Determine how many lines below contain the string "Persiaran" and give that number without anything else.

Dataset items
--

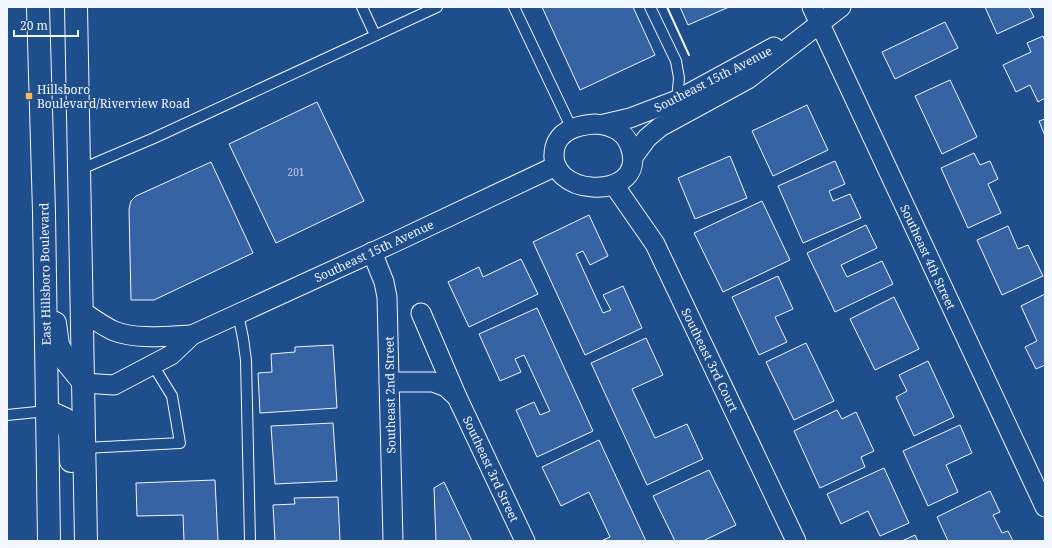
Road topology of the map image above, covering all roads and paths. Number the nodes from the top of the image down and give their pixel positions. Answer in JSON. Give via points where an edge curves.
{"nodes":[{"id":1,"x":38,"y":7,"type":"edge"},
{"id":2,"x":76,"y":7,"type":"edge"},
{"id":3,"x":362,"y":7,"type":"edge"},
{"id":4,"x":437,"y":7,"type":"edge"},
{"id":5,"x":514,"y":7,"type":"edge"},
{"id":6,"x":650,"y":7,"type":"edge"},
{"id":7,"x":812,"y":7,"type":"edge"},
{"id":8,"x":841,"y":7,"type":"edge"},
{"id":9,"x":820,"y":24,"type":"junction"},
{"id":10,"x":375,"y":35,"type":"junction"},
{"id":11,"x":677,"y":100,"type":"junction"},
{"id":12,"x":604,"y":124,"type":"junction"},
{"id":13,"x":572,"y":129,"type":"junction"},
{"id":14,"x":633,"y":157,"type":"junction"},
{"id":15,"x":556,"y":166,"type":"junction"},
{"id":16,"x":79,"y":170,"type":"junction"},
{"id":17,"x":614,"y":185,"type":"junction"},
{"id":18,"x":44,"y":212,"type":"junction"},
{"id":19,"x":372,"y":252,"type":"junction"},
{"id":20,"x":82,"y":311,"type":"junction"},
{"id":21,"x":421,"y":313,"type":"dead end"},
{"id":22,"x":238,"y":314,"type":"junction"},
{"id":23,"x":192,"y":335,"type":"junction"},
{"id":24,"x":153,"y":365,"type":"junction"},
{"id":25,"x":389,"y":382,"type":"junction"},
{"id":26,"x":84,"y":383,"type":"junction"},
{"id":27,"x":457,"y":397,"type":"junction"},
{"id":28,"x":47,"y":411,"type":"junction"},
{"id":29,"x":7,"y":415,"type":"edge"},
{"id":30,"x":85,"y":448,"type":"junction"},
{"id":31,"x":1045,"y":507,"type":"edge"},
{"id":32,"x":86,"y":517,"type":"junction"},
{"id":33,"x":50,"y":541,"type":"edge"},
{"id":34,"x":86,"y":541,"type":"edge"},
{"id":35,"x":250,"y":541,"type":"edge"},
{"id":36,"x":393,"y":541,"type":"edge"},
{"id":37,"x":526,"y":541,"type":"edge"},
{"id":38,"x":796,"y":541,"type":"edge"}],
"edges":[{"from":1,"to":18,"type":"main road","name":"East Hillsboro Boulevard"},
{"from":2,"to":16,"type":"main road"},
{"from":3,"to":10,"type":"lane"},
{"from":4,"to":10,"type":"lane"},
{"from":5,"to":13,"type":"lane"},
{"from":6,"to":11,"type":"lane","via":[[676,61],[679,78]]},
{"from":7,"to":9,"type":"street","name":"Southeast 4th Street"},
{"from":8,"to":9,"type":"street","name":"Southeast 15th Avenue"},
{"from":9,"to":11,"type":"street","name":"Southeast 15th Avenue"},
{"from":9,"to":14,"type":"street","name":"Southeast 15th Avenue","via":[[748,79],[660,127],[647,138]]},
{"from":9,"to":31,"type":"street","name":"Southeast 4th Street"},
{"from":10,"to":16,"type":"lane","via":[[154,138]]},
{"from":11,"to":12,"type":"street","name":"Southeast 15th Avenue","via":[[630,118]]},
{"from":12,"to":13,"type":"street","via":[[582,125]]},
{"from":12,"to":14,"type":"street","via":[[622,134],[630,144]]},
{"from":13,"to":15,"type":"street","via":[[564,133],[557,142],[554,154]]},
{"from":14,"to":17,"type":"street","via":[[631,169]]},
{"from":15,"to":17,"type":"street","via":[[563,176],[588,187],[602,188]]},
{"from":15,"to":19,"type":"street","name":"Southeast 15th Avenue"},
{"from":16,"to":20,"type":"main road"},
{"from":17,"to":38,"type":"street","name":"Southeast 3rd Court","via":[[655,244]]},
{"from":18,"to":26,"type":"main road","via":[[58,345],[67,362]]},
{"from":18,"to":28,"type":"main road","name":"East Hillsboro Boulevard"},
{"from":19,"to":22,"type":"street","name":"Southeast 15th Avenue"},
{"from":19,"to":25,"type":"street","name":"Southeast 2nd Street","via":[[387,297]]},
{"from":20,"to":23,"type":"street","name":"Southeast 15th Avenue","via":[[113,330],[128,335]]},
{"from":20,"to":26,"type":"main road"},
{"from":21,"to":27,"type":"street","name":"Southeast 3rd Street"},
{"from":22,"to":23,"type":"street","name":"Southeast 15th Avenue"},
{"from":22,"to":35,"type":"lane","via":[[246,360]]},
{"from":23,"to":24,"type":"street","name":"Southeast 15th Avenue","via":[[171,356]]},
{"from":24,"to":26,"type":"street","name":"Southeast 15th Avenue","via":[[114,385]]},
{"from":24,"to":30,"type":"lane","via":[[172,396],[180,443]]},
{"from":25,"to":27,"type":"street","name":"Southeast 3rd Street","via":[[434,382],[446,387]]},
{"from":25,"to":36,"type":"street","name":"Southeast 2nd Street"},
{"from":26,"to":30,"type":"main road"},
{"from":27,"to":37,"type":"street","name":"Southeast 3rd Street"},
{"from":28,"to":29,"type":"lane"},
{"from":28,"to":32,"type":"main road","via":[[65,419],[70,434],[72,501]]},
{"from":28,"to":33,"type":"main road","name":"East Hillsboro Boulevard"},
{"from":30,"to":32,"type":"main road"},
{"from":32,"to":34,"type":"main road"}]}
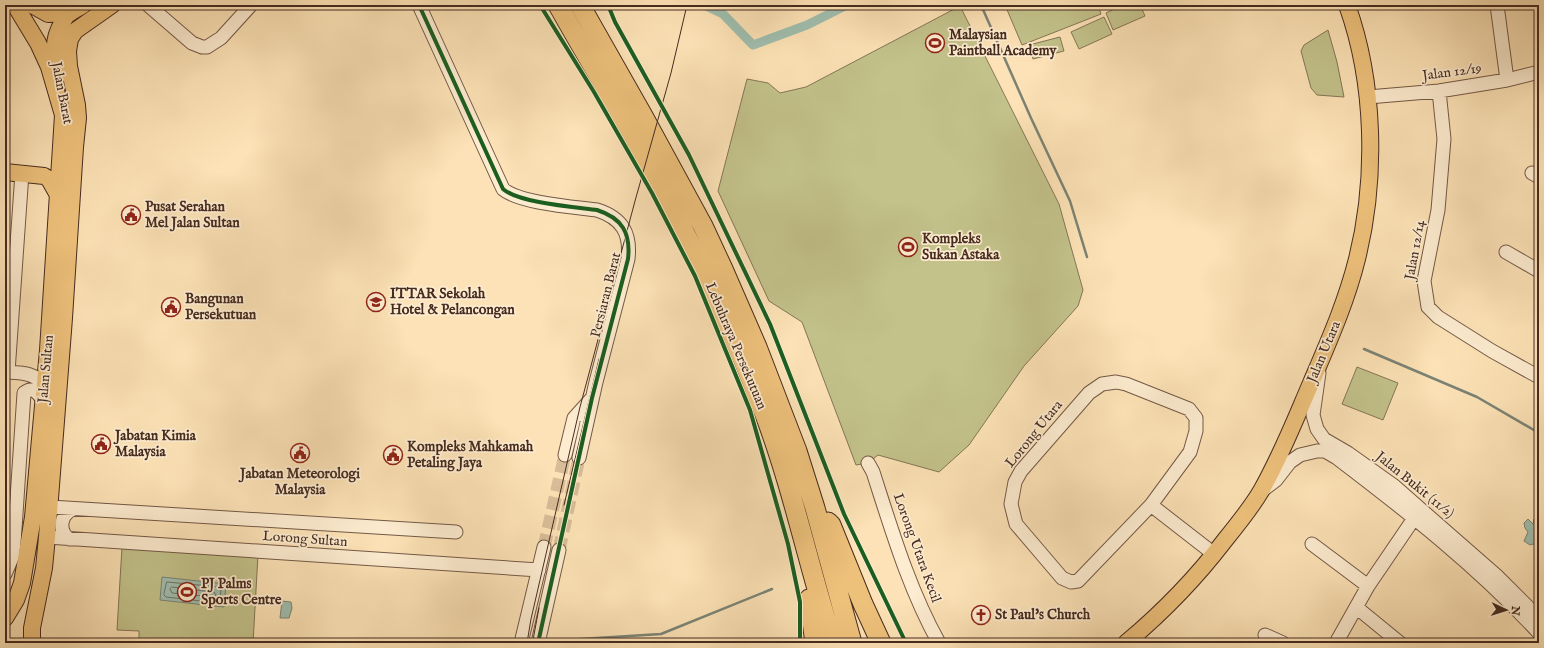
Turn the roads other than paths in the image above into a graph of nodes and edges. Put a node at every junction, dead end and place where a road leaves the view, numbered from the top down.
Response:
1 (16, 5) edge
2 (32, 5) edge
3 (83, 5) edge
4 (112, 5) edge
5 (148, 5) edge
6 (251, 5) edge
7 (419, 5) edge
8 (558, 5) edge
9 (580, 5) edge
10 (1347, 5) edge
11 (1497, 5) edge
12 (69, 13) junction
13 (1539, 72) edge
14 (1506, 80) junction
15 (1439, 91) junction
16 (1368, 96) junction
17 (63, 115) junction
18 (75, 147) junction
19 (5, 172) edge
20 (22, 173) junction
21 (58, 195) junction
22 (1506, 252) dead end
23 (1539, 271) edge
24 (1321, 361) junction
25 (6, 371) edge
26 (1539, 377) edge
27 (44, 393) junction
28 (592, 398) junction
29 (565, 455) tunnel mouth
30 (579, 458) tunnel mouth
31 (868, 463) dead end
32 (1261, 491) junction
33 (1151, 505) junction
34 (50, 507) junction
35 (815, 508) junction
36 (73, 509) junction
37 (1418, 512) junction
38 (797, 516) junction
39 (456, 532) dead end
40 (48, 537) junction
41 (69, 539) junction
42 (1312, 544) dead end
43 (544, 547) tunnel mouth
44 (559, 550) tunnel mouth
45 (1214, 554) junction
46 (539, 570) junction
47 (5, 574) edge
48 (1368, 586) junction
49 (1356, 607) junction
50 (5, 618) edge
51 (1539, 618) edge
52 (1539, 633) edge
53 (1265, 635) dead end
54 (32, 643) edge
55 (521, 643) edge
56 (538, 643) edge
57 (815, 643) edge
58 (833, 643) edge
59 (852, 643) edge
60 (881, 643) edge
61 (939, 643) edge
62 (1126, 643) edge
63 (1283, 643) edge
64 (1336, 643) edge
65 (1400, 643) edge

1 - 17 main road
2 - 12 main road
3 - 12 main road, Jalan Barat
4 - 18 main road, Jalan Barat
5 - 6 street
7 - 28 street, Persiaran Barat
8 - 38 highway, Lebuhraya Persekutuan
9 - 35 highway, Lebuhraya Persekutuan
10 - 16 main road, Jalan Utara
11 - 14 street
12 - 17 main road, Jalan Barat
13 - 14 street, Jalan 12/19
14 - 15 street, Jalan 12/19
15 - 16 street, Jalan 12/19
15 - 26 street, Jalan 12/14
16 - 24 main road, Jalan Utara
17 - 18 main road, Jalan Barat
17 - 21 main road, Jalan Sultan
18 - 34 main road, Jalan Sultan
19 - 20 main road
20 - 21 main road
20 - 25 street
21 - 27 main road, Jalan Sultan
22 - 23 street
24 - 32 main road, Jalan Utara
24 - 37 street, Jalan Bukit (11/2)
25 - 27 street
27 - 47 street
27 - 50 main road, Jalan Sultan
28 - 29 street, Persiaran Barat
28 - 30 street, Persiaran Barat
31 - 61 street, Lorong Utara Kecil
32 - 37 street, Jalan Bukit (11/2)
32 - 45 main road, Jalan Utara
33 - 33 street, Lorong Utara
33 - 45 street
34 - 36 street, Lorong Sultan
34 - 40 main road, Jalan Sultan
35 - 59 highway, Lebuhraya Persekutuan
35 - 60 highway
36 - 39 street, Lorong Sultan
36 - 41 street
37 - 48 street
37 - 51 street, Jalan Bukit (11/2)
37 - 52 street, Jalan Bukit (11/2)
38 - 57 highway
38 - 58 highway, Lebuhraya Persekutuan
40 - 41 street, Lorong Sultan
40 - 54 main road, Jalan Sultan
41 - 46 street, Lorong Sultan
42 - 48 street
43 - 46 street
44 - 56 street
45 - 62 main road, Jalan Utara
46 - 55 street
48 - 49 street
49 - 64 street
49 - 65 street
53 - 63 street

--

SOLUTION :: 3